[Records from a collection]
+++

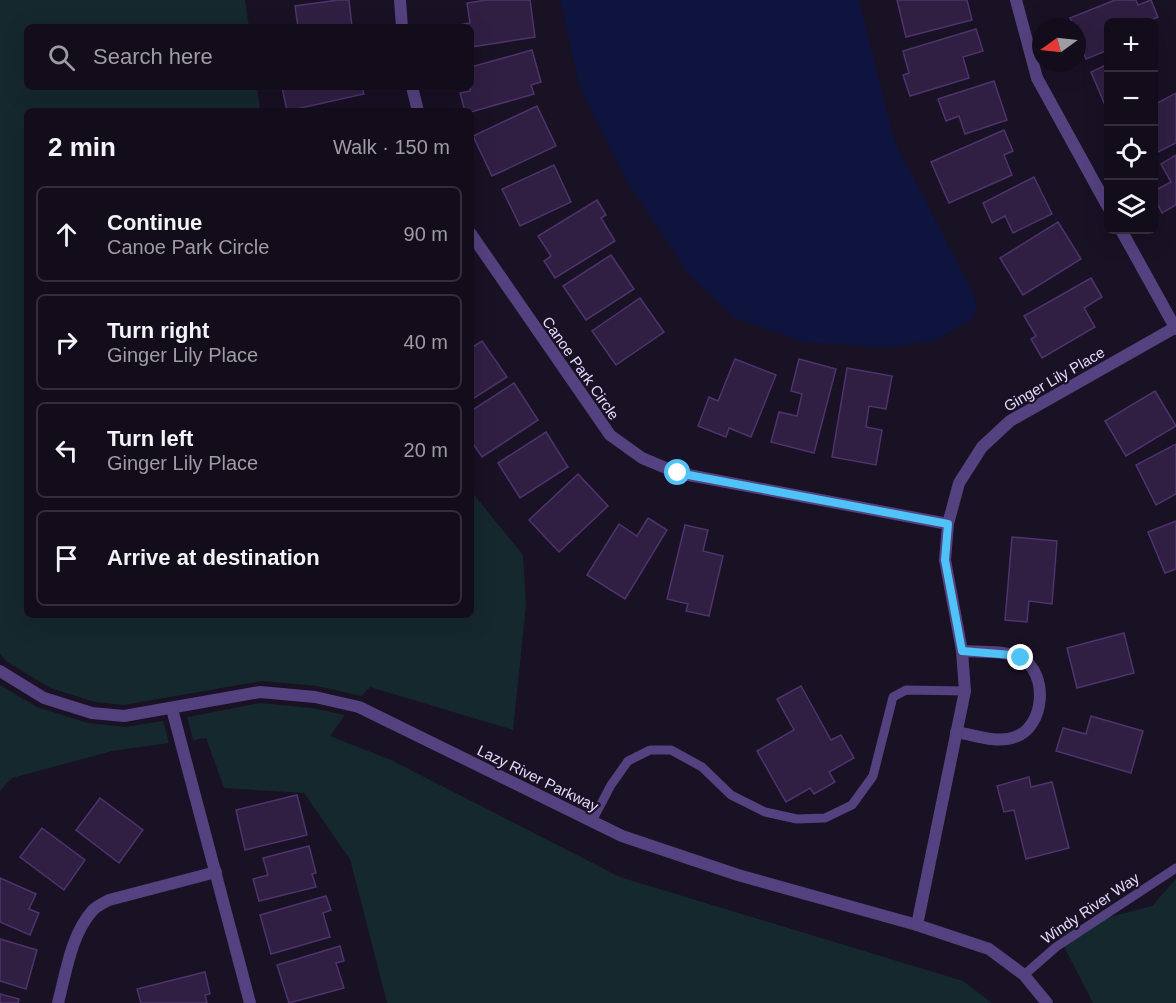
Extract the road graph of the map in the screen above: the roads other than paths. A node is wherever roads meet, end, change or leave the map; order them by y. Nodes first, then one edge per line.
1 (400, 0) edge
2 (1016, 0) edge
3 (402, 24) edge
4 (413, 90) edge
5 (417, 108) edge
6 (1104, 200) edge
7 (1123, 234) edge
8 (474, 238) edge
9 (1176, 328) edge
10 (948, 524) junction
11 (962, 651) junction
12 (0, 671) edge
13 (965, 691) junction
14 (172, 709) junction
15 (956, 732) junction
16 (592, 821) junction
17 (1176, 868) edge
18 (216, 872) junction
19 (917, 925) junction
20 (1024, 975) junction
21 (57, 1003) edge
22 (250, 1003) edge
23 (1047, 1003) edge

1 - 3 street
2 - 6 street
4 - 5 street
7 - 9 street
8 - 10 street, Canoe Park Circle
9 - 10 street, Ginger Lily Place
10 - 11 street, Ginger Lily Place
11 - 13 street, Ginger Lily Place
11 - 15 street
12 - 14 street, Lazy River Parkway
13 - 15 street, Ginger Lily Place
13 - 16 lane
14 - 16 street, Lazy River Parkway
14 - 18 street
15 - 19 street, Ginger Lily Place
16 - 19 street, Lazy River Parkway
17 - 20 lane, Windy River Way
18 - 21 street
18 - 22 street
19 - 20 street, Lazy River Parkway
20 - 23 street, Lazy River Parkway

+++

ASSIGNMENT >>
Pictures are to be left out; please print the rest of the records above word for word.

SOLUTION BELOW >>
Extract the road graph of the map in the screen above: the roads other than paths. A node is wherever roads meet, end, change or leave the map; order them by y. Nodes first, then one edge per line.
1 (400, 0) edge
2 (1016, 0) edge
3 (402, 24) edge
4 (413, 90) edge
5 (417, 108) edge
6 (1104, 200) edge
7 (1123, 234) edge
8 (474, 238) edge
9 (1176, 328) edge
10 (948, 524) junction
11 (962, 651) junction
12 (0, 671) edge
13 (965, 691) junction
14 (172, 709) junction
15 (956, 732) junction
16 (592, 821) junction
17 (1176, 868) edge
18 (216, 872) junction
19 (917, 925) junction
20 (1024, 975) junction
21 (57, 1003) edge
22 (250, 1003) edge
23 (1047, 1003) edge

1 - 3 street
2 - 6 street
4 - 5 street
7 - 9 street
8 - 10 street, Canoe Park Circle
9 - 10 street, Ginger Lily Place
10 - 11 street, Ginger Lily Place
11 - 13 street, Ginger Lily Place
11 - 15 street
12 - 14 street, Lazy River Parkway
13 - 15 street, Ginger Lily Place
13 - 16 lane
14 - 16 street, Lazy River Parkway
14 - 18 street
15 - 19 street, Ginger Lily Place
16 - 19 street, Lazy River Parkway
17 - 20 lane, Windy River Way
18 - 21 street
18 - 22 street
19 - 20 street, Lazy River Parkway
20 - 23 street, Lazy River Parkway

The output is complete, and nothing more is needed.